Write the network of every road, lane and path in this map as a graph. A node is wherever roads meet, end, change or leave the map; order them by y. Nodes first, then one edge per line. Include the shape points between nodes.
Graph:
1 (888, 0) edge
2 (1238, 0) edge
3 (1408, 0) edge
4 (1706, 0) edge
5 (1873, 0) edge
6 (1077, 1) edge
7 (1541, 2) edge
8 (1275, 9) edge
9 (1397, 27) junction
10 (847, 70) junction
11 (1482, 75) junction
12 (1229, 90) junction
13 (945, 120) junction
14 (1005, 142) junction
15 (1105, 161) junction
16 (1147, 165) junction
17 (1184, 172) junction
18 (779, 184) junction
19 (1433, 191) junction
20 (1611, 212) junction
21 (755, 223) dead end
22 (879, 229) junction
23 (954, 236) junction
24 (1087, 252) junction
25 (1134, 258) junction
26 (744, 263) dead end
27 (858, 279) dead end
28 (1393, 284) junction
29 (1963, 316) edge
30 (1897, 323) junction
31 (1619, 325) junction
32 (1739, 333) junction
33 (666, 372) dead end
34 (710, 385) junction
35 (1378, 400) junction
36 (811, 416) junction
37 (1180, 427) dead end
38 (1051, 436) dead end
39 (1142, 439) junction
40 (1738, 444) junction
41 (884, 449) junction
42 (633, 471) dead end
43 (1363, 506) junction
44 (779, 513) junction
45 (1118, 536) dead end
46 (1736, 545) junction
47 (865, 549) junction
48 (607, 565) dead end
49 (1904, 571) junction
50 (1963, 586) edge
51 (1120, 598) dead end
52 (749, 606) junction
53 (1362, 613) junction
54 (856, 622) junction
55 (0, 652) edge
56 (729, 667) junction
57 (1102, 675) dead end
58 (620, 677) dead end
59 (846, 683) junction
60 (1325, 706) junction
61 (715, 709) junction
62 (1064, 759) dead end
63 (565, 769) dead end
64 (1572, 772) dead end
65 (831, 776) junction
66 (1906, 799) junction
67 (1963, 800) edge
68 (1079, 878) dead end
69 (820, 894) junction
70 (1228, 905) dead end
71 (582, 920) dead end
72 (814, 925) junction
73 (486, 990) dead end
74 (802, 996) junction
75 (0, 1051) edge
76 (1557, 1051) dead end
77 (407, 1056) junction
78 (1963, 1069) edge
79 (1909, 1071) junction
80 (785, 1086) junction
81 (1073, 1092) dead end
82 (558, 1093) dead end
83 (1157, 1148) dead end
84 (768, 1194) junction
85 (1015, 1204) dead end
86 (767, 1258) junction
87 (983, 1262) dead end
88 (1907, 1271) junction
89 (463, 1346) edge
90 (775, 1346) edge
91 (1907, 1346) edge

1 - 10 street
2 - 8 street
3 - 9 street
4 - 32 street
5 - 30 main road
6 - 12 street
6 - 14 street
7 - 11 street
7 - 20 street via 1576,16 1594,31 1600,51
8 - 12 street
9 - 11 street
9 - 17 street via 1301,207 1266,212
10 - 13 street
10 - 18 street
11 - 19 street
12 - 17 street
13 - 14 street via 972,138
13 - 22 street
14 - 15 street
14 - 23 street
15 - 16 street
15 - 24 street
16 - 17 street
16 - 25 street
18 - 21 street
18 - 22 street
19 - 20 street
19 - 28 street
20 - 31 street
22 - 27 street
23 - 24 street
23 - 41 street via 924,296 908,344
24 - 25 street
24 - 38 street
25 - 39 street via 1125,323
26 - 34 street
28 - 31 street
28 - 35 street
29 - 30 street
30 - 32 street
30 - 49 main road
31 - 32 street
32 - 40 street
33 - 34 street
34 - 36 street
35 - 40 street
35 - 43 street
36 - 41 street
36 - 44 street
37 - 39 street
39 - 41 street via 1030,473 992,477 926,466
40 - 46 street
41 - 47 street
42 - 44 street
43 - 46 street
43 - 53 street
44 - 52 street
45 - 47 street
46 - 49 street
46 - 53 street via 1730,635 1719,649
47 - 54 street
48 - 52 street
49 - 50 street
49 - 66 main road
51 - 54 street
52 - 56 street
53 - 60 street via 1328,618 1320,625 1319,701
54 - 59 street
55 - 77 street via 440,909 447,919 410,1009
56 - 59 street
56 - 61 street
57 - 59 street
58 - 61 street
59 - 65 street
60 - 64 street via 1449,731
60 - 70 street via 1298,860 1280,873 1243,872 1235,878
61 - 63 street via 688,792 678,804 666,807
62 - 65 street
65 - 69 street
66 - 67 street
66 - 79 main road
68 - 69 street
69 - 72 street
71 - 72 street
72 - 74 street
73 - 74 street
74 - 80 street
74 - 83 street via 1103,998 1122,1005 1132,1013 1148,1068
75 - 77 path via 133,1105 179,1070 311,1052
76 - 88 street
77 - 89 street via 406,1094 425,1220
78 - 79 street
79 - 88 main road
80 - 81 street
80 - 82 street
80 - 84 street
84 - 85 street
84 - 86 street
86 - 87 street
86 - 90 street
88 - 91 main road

## WORK TO COMPLETE:
The answer should be only a number: the count of lines in the listing above that contain the word "road".

## TASK OUTPUT:
7